This year, as always, there were a wide range of films that were nominated for several categories at the Academy Awards that become increasingly hard to win within, especially when the film industry is becoming more adaptive and innovative year in and year out.
Some films, like Guillermo del Toro’s The Shape of Water, won Best Picture, Best Director, Best Original Score, and Best Production Design. The film had a total of 13 nominations.
So, there seems to be much inquiry about what surrounds the success of these films’ winners, and what categorizes the others as non-award winning films if they were so eloquently cinematic that they were nominated in the first place.
Perhaps nothing. Sure, that doesn’t seem like a good answer, but maybe to find one out, there must be analyses of other films that were nominated for categories that were beat out by other award-sweeping movies.
Take Lady Bird for example. A delightfully, ever-confusing relationship between a teenager and her mother—the tie between the two of them is typical, but in other ways it isn’t. Saoirse Ronan plays the character nicknamed Lady Bird, whose real name is Christine McPherson. Dealing with her teenage life in Sacramento, California, she can’t solve math problems but she’s a martyr to the arts.
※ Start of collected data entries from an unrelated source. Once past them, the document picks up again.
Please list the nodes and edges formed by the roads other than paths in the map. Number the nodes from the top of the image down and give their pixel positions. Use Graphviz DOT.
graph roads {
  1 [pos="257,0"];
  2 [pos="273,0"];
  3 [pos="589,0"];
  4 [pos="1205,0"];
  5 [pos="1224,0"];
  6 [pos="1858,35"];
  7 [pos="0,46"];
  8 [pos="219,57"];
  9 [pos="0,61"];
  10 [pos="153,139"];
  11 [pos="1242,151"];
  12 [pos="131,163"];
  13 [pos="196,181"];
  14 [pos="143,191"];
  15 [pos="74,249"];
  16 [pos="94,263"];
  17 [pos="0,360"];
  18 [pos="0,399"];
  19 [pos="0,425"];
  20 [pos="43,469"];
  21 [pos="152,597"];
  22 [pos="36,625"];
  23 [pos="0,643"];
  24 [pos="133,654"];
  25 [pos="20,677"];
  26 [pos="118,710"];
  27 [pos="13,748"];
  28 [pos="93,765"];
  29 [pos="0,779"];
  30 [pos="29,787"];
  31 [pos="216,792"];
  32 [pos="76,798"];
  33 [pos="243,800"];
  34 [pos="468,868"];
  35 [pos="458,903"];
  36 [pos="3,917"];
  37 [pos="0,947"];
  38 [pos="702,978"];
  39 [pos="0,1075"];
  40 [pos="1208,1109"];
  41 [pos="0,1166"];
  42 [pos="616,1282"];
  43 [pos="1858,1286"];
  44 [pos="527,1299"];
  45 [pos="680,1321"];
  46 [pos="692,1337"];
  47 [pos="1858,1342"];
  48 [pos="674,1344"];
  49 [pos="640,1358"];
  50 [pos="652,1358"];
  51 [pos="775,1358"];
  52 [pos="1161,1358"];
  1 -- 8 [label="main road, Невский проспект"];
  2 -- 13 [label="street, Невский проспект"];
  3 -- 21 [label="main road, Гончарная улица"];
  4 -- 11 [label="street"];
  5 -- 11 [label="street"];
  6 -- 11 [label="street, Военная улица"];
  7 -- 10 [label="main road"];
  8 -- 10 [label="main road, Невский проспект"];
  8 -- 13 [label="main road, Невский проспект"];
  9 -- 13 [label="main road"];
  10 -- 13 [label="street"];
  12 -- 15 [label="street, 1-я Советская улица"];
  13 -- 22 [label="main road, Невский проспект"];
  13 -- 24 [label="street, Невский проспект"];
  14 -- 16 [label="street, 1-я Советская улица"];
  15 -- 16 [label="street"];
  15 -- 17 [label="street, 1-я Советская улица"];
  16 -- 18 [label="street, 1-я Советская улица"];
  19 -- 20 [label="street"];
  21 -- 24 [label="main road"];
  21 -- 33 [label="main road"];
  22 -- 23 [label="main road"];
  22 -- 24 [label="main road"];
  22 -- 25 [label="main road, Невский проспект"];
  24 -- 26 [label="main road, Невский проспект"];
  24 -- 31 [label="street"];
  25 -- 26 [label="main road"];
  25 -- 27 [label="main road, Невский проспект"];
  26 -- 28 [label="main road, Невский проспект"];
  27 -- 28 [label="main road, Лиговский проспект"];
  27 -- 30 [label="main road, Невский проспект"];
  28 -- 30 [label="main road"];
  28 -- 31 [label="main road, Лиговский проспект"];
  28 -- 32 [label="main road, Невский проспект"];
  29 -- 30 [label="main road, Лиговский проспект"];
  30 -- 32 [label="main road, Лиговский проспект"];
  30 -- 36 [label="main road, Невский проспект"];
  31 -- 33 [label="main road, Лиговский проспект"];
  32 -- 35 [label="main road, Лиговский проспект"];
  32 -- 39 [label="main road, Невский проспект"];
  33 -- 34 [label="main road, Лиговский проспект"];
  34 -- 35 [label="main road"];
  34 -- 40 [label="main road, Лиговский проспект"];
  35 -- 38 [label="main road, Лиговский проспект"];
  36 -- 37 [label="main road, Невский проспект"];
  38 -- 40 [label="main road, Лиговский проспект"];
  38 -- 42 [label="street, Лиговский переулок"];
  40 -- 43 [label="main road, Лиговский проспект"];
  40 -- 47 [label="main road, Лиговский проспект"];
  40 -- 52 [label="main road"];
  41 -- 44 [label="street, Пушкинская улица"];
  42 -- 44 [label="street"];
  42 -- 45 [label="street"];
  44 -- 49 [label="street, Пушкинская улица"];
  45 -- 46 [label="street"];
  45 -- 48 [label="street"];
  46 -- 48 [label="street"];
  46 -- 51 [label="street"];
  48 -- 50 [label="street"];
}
As a high school senior, she’s both sensitive about her feelings but hilariously self-confident—that mix seems like an odd combination for a girl who wants to get along with her high-strung mother, go to college, and figure out her wonderfully, coming-of-age self. Is this not at all relatable? Shouldn’t an Oscar be won based on how well people respond to it, and how much it reflects the lives that we live?
Then, there were films that won one or two Oscars but not as many as hoped. This includes Jordan Peele’s Get Out, which didn’t win as heavily, and it was thought that it could have filled a basket full of awards that night. Winning for Best Original Screenplay, the film went home that night with at least some reassurance about their work, not that they needed any in the first place.
A film like Get Out, however, has some achievements within their film that they probably thought would have won them top spots within categories that night. Good social commentary, racial tensions, and an all-star cast are key aspects within most Oscar films. People like a movie that says something about the way they’re living—it triggers a sense of wanting to change their morals and values.
There are films that make the cut, and there are others that don’t—and with that cut being the Oscars ceremony, there are features of certain films that make them more appealing than others. Maybe that’s the way things are, but we certainly shouldn’t tear down the ones that aren’t deemed worthy of a small golden man.